Le président Nicolas Sarkozy a installé mercredi le "comité de réflexion" sur les institutions, s'engageant à nouveau à ce qu'une réforme "ait lieu" et qu'elle soit votée avant les municipales de mars 2008.
Le président Nicolas Sarkozy a installé mercredi le "comité de réflexion" sur les institutions, s'engageant à nouveau à ce qu'une réforme "ait lieu" et qu'elle soit votée avant les municipales de mars 2008. — Patrick Kovarik AFP

REFORME

Treize «sages» pour réformer la Constitution

Le président a dessiné les pistes de réflexion et fixé les échéances...

Le «Comité de réflexion sur les institutions» a été mis en place mercredi par le président de la République, Nicolas Sarkozy lors d'une conférence de presse. Présidé par Edouard Balladur, il comporte treize «sages» venant de la droite, du centre et de la gauche (Jack Lang est un des vice-présidents). Ce Comité devra «aider le gouvernement à prendre des décisions» en faisant des propositions dans le sens des idées exprimées par le président de la République.

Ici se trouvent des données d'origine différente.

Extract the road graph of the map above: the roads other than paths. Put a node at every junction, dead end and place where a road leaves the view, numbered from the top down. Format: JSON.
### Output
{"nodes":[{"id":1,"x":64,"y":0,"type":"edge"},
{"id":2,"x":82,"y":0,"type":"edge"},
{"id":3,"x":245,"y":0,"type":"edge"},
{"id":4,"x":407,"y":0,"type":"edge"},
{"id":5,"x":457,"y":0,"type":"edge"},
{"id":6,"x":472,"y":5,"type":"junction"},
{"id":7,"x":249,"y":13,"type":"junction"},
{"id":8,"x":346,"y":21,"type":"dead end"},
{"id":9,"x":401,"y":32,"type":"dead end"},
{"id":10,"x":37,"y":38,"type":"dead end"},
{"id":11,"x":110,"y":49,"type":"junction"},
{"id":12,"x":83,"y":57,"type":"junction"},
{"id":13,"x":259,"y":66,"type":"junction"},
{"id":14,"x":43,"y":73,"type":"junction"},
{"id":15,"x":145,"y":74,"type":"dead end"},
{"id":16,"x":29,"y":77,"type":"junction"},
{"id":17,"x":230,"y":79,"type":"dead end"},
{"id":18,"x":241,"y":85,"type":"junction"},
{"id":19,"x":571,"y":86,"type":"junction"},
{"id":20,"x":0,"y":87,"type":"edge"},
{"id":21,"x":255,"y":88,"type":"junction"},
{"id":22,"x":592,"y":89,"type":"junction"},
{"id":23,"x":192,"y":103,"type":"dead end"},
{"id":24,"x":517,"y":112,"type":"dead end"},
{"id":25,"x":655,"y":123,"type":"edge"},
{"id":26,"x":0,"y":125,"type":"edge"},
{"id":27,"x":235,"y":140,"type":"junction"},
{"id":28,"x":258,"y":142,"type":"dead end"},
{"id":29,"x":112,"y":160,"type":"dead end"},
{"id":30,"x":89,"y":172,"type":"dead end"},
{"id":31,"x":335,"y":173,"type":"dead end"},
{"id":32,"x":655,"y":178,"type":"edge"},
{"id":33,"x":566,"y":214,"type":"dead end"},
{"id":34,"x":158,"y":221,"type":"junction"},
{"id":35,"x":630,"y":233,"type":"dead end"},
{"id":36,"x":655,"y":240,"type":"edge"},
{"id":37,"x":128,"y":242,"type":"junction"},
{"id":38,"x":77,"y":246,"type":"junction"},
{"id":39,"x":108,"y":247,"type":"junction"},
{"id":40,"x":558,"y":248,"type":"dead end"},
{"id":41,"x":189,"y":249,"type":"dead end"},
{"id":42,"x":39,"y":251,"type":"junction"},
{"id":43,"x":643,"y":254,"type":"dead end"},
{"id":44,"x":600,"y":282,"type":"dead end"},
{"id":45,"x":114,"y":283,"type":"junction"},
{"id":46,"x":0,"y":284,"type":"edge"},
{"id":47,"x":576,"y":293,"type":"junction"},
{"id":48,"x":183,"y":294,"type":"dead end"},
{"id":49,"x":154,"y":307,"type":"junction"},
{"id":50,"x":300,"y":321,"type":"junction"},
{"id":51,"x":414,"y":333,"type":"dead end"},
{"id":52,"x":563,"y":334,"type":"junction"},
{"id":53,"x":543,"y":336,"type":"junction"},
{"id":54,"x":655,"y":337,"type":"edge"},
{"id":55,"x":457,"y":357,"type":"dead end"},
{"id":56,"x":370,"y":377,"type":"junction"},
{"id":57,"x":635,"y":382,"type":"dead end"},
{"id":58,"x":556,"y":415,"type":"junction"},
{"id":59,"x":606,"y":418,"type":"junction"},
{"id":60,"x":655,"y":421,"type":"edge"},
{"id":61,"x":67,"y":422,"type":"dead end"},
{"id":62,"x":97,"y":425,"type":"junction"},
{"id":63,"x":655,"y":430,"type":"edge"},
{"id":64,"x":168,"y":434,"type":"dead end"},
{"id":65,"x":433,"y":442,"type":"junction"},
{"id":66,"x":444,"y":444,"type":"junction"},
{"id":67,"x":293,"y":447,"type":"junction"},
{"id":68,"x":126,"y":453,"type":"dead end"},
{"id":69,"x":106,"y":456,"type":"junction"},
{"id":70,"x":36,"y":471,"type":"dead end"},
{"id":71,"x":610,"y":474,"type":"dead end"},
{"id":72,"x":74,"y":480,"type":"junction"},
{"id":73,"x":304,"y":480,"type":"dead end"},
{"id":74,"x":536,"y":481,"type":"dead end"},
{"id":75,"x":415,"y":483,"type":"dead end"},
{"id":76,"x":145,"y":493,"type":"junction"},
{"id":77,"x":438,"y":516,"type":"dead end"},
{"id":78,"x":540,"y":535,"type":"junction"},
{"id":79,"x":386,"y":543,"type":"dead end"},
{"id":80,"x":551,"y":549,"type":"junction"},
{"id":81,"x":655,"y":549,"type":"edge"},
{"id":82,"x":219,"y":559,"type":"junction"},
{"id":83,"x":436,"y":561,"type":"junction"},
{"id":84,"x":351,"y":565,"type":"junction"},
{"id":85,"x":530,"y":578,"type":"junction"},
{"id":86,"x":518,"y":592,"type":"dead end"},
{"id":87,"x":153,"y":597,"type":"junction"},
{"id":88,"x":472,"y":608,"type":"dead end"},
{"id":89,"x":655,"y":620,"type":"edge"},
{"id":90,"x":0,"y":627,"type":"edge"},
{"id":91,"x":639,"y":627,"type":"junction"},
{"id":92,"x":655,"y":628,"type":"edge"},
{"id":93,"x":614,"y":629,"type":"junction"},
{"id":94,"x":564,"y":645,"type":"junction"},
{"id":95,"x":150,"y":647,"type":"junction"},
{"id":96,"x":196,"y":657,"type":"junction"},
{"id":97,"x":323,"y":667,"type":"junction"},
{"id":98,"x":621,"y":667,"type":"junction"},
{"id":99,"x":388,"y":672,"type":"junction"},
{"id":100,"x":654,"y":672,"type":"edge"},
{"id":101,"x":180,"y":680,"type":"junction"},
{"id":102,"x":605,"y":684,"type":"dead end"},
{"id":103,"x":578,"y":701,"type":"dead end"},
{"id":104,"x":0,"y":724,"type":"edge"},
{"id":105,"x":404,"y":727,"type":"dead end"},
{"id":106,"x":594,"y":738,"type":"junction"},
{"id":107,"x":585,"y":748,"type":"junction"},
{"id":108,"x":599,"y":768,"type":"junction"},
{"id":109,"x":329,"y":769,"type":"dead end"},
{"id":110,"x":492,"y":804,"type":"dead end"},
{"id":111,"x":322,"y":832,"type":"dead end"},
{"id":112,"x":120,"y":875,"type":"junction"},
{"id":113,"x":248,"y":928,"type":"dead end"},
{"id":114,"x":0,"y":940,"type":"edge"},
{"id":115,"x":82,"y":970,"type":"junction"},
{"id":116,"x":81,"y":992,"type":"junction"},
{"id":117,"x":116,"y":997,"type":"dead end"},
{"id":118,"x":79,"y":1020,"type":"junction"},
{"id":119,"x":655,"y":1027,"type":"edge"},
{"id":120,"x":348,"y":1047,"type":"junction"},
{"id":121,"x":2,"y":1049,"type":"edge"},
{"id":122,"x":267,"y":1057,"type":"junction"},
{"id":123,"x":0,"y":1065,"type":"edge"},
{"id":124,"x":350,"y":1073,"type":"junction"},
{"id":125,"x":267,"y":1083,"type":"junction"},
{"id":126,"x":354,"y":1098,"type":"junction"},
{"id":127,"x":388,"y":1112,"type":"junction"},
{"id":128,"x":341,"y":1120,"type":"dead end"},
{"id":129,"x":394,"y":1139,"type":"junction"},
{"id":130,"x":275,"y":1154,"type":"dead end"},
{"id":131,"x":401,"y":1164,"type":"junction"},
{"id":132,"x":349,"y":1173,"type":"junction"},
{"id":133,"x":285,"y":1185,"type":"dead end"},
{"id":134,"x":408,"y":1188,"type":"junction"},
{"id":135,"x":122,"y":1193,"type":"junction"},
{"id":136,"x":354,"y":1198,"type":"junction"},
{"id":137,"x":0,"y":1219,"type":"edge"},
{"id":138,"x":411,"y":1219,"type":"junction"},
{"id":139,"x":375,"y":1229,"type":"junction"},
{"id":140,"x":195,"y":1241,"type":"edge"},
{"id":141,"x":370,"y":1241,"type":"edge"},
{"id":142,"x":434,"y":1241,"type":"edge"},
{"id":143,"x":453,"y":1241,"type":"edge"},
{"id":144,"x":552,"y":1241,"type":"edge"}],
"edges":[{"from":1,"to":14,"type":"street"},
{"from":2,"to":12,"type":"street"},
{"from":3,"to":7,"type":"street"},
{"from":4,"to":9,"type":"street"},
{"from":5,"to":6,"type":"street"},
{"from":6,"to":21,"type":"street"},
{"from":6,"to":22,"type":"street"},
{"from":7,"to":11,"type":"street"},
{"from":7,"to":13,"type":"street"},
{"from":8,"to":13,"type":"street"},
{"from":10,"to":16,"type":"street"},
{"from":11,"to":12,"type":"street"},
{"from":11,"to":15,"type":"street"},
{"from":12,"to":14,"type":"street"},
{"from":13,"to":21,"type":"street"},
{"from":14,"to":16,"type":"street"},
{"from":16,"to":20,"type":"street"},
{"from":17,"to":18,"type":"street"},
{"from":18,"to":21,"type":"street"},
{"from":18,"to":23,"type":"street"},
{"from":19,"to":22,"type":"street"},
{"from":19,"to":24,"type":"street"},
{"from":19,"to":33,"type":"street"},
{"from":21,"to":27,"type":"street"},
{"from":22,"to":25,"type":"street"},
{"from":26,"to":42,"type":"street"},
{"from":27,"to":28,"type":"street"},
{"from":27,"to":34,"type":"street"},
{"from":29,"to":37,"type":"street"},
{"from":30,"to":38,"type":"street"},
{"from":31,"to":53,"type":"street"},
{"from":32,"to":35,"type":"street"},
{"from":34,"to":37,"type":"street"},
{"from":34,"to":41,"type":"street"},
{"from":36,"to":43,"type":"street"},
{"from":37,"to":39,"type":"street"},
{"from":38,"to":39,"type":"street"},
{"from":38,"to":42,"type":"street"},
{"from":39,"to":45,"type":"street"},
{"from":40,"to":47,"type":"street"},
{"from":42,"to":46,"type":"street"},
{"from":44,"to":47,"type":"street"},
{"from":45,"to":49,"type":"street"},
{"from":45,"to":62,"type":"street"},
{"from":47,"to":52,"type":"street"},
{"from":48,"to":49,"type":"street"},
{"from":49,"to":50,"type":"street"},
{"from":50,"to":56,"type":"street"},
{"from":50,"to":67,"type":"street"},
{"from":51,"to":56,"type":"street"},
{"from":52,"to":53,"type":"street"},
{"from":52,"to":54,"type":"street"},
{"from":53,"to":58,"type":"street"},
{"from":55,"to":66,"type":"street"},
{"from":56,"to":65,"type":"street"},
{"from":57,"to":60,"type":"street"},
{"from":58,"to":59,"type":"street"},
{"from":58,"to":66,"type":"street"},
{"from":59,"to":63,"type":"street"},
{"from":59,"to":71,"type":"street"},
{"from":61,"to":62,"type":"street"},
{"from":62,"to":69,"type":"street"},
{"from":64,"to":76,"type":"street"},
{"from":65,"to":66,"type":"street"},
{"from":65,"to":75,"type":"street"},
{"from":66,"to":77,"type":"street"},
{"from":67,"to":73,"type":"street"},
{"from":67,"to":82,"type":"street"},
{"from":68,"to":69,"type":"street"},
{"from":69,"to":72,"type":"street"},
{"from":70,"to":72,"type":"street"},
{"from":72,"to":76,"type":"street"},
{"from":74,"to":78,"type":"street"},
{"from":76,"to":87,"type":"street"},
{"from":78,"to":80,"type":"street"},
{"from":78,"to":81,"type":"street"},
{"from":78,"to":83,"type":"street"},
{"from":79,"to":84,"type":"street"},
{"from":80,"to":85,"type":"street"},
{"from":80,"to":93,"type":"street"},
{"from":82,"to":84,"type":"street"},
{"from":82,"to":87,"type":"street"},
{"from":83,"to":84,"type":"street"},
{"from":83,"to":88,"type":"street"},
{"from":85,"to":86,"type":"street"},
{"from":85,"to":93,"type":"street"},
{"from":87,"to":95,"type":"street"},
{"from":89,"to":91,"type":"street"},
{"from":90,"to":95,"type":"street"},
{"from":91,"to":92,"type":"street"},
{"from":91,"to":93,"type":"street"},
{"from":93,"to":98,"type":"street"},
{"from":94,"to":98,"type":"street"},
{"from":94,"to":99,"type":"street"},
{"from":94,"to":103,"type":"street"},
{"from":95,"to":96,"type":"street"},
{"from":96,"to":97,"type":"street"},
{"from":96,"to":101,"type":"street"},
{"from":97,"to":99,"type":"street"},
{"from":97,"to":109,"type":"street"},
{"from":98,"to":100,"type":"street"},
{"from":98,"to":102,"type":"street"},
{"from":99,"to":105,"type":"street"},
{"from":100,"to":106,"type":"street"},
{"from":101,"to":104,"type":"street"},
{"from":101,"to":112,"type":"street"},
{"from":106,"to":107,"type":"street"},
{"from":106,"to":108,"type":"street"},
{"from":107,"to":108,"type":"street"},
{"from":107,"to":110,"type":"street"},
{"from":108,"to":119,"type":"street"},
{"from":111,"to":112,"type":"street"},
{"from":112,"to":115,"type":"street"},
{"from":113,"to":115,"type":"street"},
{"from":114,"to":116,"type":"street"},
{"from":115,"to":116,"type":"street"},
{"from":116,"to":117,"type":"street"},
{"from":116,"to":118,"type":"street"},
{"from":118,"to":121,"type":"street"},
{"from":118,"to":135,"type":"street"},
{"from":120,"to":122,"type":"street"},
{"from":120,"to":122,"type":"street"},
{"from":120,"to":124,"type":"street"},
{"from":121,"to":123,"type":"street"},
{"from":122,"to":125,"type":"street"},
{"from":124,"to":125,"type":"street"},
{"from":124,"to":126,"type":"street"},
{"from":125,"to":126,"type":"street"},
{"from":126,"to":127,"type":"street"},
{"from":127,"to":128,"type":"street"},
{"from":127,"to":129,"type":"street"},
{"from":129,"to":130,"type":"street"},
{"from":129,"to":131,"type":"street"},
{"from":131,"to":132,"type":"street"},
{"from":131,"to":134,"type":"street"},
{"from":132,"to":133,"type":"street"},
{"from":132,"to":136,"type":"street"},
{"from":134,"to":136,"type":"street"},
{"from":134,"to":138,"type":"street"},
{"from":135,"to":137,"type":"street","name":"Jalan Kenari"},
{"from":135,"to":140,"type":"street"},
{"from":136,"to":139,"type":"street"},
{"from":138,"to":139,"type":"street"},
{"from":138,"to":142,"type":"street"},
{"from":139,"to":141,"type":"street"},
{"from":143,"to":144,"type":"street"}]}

«Il ne s'agit pas de changer de République mais à l'intérieur de la Vème République de voir comment on peut être plus moderne, c'est-à-dire plus responsable», a précisé Nicolas Sarkozy. Le chef de l'Etat a assuré qu'il irait «dans le sens du consensus» et que le résultat final serait «entre mes convictions et ma capacité à convaincre».

Un procureur général de la Nation

Et il a tracé les voies de réflexion: encadrer les pouvoirs du Président, lui permettre de venir devant le Parlement, contrôler le budget de l'Elysée, limiter le nombre de mandats présidentiels, accorder un droit de regard sur les nominations, définir le statut de l'opposition. Nicolas Sarkozy aimerait changer la composition du Conseil supérieur de la magistrature (CSM) et créer un procureur général de la Nation.

«L'affaire de tous les Français»

Quant aux critiques de l'opposition à propos de la présence de personnalités de gauche au sein du Comité, Nicolas Sarkozy a répondu que «la Constitution, c'est l'affaire de tous les Français et pas de la majorité contre la minorité». Jack Lang, qui concentre les attaques du PS, s'est redit «un homme libre».

Le Comité devra rendre ses conclusions le 1er novembre et la réforme devrait être votée «avant les municipales» de mars 2008, a souhaité le chef de l'Etat.